If a line in the data has the string "name", please show it.

BEGIN

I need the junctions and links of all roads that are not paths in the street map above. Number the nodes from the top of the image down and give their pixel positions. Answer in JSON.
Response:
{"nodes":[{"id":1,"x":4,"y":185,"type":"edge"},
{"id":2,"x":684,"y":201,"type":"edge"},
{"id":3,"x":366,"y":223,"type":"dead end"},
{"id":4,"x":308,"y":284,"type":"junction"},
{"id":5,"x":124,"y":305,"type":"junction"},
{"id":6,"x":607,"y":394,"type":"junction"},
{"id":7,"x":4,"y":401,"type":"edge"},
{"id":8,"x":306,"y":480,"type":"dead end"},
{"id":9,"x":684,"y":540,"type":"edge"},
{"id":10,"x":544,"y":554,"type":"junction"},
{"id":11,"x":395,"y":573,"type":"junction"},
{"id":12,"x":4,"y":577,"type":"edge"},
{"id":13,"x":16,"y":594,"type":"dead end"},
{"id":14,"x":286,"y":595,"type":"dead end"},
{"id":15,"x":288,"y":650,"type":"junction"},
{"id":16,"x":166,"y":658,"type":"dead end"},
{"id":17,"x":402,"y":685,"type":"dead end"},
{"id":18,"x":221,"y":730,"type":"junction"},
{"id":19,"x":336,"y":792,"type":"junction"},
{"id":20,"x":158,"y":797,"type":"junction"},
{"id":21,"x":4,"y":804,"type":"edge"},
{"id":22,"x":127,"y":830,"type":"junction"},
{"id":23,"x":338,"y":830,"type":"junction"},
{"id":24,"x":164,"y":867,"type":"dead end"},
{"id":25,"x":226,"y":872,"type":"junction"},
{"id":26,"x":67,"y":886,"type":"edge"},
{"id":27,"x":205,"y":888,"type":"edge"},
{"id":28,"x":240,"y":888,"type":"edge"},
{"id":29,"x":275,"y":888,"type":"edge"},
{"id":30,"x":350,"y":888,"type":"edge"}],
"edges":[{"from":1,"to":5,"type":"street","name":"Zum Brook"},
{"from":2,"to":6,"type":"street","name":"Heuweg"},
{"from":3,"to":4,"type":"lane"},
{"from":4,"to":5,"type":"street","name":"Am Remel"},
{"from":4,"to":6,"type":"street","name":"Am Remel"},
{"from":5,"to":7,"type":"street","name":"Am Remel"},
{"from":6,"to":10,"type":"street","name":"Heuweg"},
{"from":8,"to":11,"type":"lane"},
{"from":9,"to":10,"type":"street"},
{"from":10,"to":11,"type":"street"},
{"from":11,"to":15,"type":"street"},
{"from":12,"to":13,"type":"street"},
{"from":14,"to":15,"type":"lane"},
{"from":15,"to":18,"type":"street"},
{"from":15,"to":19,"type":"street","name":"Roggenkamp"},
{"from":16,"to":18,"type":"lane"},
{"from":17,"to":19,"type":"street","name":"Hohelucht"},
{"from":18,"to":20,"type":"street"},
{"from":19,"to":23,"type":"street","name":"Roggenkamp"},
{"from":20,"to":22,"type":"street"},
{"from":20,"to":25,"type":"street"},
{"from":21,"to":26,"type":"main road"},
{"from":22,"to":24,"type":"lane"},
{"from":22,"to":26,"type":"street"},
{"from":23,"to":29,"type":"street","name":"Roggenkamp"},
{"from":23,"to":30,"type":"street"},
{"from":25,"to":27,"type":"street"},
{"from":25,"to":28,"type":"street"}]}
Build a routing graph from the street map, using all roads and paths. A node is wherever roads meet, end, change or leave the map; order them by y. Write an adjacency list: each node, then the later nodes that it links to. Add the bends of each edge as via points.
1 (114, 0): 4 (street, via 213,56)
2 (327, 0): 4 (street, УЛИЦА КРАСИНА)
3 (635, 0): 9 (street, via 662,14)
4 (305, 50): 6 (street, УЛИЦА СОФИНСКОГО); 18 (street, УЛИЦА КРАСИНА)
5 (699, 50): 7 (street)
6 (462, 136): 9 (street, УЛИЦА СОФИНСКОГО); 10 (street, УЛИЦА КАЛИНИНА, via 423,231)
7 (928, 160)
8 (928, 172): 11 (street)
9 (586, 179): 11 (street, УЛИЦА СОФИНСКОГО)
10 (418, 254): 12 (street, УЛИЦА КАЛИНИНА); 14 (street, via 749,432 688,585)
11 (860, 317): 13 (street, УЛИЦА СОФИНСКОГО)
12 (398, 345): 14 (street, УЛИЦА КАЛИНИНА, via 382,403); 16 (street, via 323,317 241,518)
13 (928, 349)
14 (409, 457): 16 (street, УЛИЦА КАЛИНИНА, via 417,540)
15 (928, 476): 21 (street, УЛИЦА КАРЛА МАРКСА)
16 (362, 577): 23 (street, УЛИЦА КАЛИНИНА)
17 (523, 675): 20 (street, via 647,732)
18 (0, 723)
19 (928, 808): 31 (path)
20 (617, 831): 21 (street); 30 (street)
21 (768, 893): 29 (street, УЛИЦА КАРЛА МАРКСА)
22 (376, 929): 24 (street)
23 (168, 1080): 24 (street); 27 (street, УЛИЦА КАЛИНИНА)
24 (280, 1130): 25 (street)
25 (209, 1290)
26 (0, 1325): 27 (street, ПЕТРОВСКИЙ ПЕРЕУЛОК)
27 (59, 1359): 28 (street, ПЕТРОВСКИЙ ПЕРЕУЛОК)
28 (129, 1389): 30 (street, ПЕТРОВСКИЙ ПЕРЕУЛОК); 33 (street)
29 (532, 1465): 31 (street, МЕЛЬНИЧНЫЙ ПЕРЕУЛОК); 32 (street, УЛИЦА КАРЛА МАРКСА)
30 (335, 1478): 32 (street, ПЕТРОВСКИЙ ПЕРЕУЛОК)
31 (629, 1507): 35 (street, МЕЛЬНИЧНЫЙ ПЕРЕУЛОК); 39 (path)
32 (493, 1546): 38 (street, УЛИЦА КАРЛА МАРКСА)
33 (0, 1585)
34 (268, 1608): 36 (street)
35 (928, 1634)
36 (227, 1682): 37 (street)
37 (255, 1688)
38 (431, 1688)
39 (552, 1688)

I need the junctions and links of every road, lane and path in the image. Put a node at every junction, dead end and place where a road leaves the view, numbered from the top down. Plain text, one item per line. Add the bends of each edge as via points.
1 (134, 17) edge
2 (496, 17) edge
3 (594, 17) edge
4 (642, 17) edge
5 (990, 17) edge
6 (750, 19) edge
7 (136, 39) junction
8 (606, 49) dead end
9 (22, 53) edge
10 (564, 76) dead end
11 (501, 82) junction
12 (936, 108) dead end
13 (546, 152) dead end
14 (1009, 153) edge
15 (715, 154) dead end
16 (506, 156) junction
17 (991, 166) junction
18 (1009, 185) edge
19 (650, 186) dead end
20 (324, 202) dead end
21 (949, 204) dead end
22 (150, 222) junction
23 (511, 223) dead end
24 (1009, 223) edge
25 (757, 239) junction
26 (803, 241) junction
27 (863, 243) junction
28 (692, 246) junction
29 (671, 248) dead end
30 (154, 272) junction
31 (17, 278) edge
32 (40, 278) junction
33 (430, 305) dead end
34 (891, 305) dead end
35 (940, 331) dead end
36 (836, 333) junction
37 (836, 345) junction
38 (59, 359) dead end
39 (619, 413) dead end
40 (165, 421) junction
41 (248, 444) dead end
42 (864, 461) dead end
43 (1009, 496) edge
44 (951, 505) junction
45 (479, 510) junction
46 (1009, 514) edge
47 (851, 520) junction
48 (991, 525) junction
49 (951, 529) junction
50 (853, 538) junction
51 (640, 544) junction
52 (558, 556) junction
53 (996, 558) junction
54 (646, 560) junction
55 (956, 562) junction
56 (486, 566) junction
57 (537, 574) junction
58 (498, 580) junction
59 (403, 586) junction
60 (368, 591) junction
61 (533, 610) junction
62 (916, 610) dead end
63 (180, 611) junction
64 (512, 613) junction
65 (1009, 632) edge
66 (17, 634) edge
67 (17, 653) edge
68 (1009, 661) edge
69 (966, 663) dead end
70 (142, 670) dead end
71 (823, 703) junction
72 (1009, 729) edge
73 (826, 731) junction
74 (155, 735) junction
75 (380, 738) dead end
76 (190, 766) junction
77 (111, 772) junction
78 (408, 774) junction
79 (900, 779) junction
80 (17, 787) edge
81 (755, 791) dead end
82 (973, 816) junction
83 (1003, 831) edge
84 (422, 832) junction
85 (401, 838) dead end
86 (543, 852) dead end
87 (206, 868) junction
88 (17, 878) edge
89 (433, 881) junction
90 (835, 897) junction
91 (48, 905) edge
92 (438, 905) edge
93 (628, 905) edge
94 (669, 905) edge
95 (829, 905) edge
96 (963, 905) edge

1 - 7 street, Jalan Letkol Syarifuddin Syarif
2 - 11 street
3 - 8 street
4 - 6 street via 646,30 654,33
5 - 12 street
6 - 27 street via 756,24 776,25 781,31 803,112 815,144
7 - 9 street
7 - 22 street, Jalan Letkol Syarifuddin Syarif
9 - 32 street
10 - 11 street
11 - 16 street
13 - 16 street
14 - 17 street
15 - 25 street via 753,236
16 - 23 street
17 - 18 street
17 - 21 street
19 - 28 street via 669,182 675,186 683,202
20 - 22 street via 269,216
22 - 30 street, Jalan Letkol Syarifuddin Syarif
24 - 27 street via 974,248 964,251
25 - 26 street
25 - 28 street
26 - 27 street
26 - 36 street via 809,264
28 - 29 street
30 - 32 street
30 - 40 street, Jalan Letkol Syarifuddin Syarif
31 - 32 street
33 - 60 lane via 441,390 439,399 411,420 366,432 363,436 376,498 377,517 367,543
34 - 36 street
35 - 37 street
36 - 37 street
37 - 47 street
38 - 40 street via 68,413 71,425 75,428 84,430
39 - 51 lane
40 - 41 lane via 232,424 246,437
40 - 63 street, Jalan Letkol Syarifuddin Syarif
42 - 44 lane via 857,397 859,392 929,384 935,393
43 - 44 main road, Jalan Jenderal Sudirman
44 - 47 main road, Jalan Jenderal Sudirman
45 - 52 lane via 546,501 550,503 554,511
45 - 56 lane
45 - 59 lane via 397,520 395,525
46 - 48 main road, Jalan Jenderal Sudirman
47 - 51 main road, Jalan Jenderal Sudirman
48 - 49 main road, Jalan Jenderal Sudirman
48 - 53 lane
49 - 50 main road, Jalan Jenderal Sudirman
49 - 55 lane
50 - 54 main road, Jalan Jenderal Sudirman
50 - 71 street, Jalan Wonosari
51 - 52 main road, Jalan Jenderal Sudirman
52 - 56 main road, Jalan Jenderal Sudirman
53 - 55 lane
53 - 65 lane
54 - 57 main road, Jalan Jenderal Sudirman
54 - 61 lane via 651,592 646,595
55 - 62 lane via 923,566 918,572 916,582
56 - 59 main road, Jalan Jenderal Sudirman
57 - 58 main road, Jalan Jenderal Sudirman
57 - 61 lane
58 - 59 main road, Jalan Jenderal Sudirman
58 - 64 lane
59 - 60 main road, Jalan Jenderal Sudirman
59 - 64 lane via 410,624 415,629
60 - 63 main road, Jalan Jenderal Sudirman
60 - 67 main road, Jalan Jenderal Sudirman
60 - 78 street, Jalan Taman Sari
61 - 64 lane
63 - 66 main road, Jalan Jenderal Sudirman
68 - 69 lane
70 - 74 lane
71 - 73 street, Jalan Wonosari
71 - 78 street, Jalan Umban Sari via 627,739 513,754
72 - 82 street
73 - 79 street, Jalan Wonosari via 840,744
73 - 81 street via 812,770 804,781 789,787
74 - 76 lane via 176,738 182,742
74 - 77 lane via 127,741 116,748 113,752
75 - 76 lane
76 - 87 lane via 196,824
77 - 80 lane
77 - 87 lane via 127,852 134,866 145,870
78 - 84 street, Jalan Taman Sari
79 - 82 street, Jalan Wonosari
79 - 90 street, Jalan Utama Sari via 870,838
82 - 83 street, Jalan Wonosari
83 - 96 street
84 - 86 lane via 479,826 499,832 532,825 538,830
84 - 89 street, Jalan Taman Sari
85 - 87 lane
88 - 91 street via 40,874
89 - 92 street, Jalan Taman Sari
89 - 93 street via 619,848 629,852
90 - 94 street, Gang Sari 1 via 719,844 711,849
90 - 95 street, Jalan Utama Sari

END

ANSWER FOR THIS EXERCISE -
"edges":[{"from":1,"to":5,"type":"street","name":"Zum Brook"},
{"from":2,"to":6,"type":"street","name":"Heuweg"},
{"from":4,"to":5,"type":"street","name":"Am Remel"},
{"from":4,"to":6,"type":"street","name":"Am Remel"},
{"from":5,"to":7,"type":"street","name":"Am Remel"},
{"from":6,"to":10,"type":"street","name":"Heuweg"},
{"from":15,"to":19,"type":"street","name":"Roggenkamp"},
{"from":17,"to":19,"type":"street","name":"Hohelucht"},
{"from":19,"to":23,"type":"street","name":"Roggenkamp"},
{"from":23,"to":29,"type":"street","name":"Roggenkamp"},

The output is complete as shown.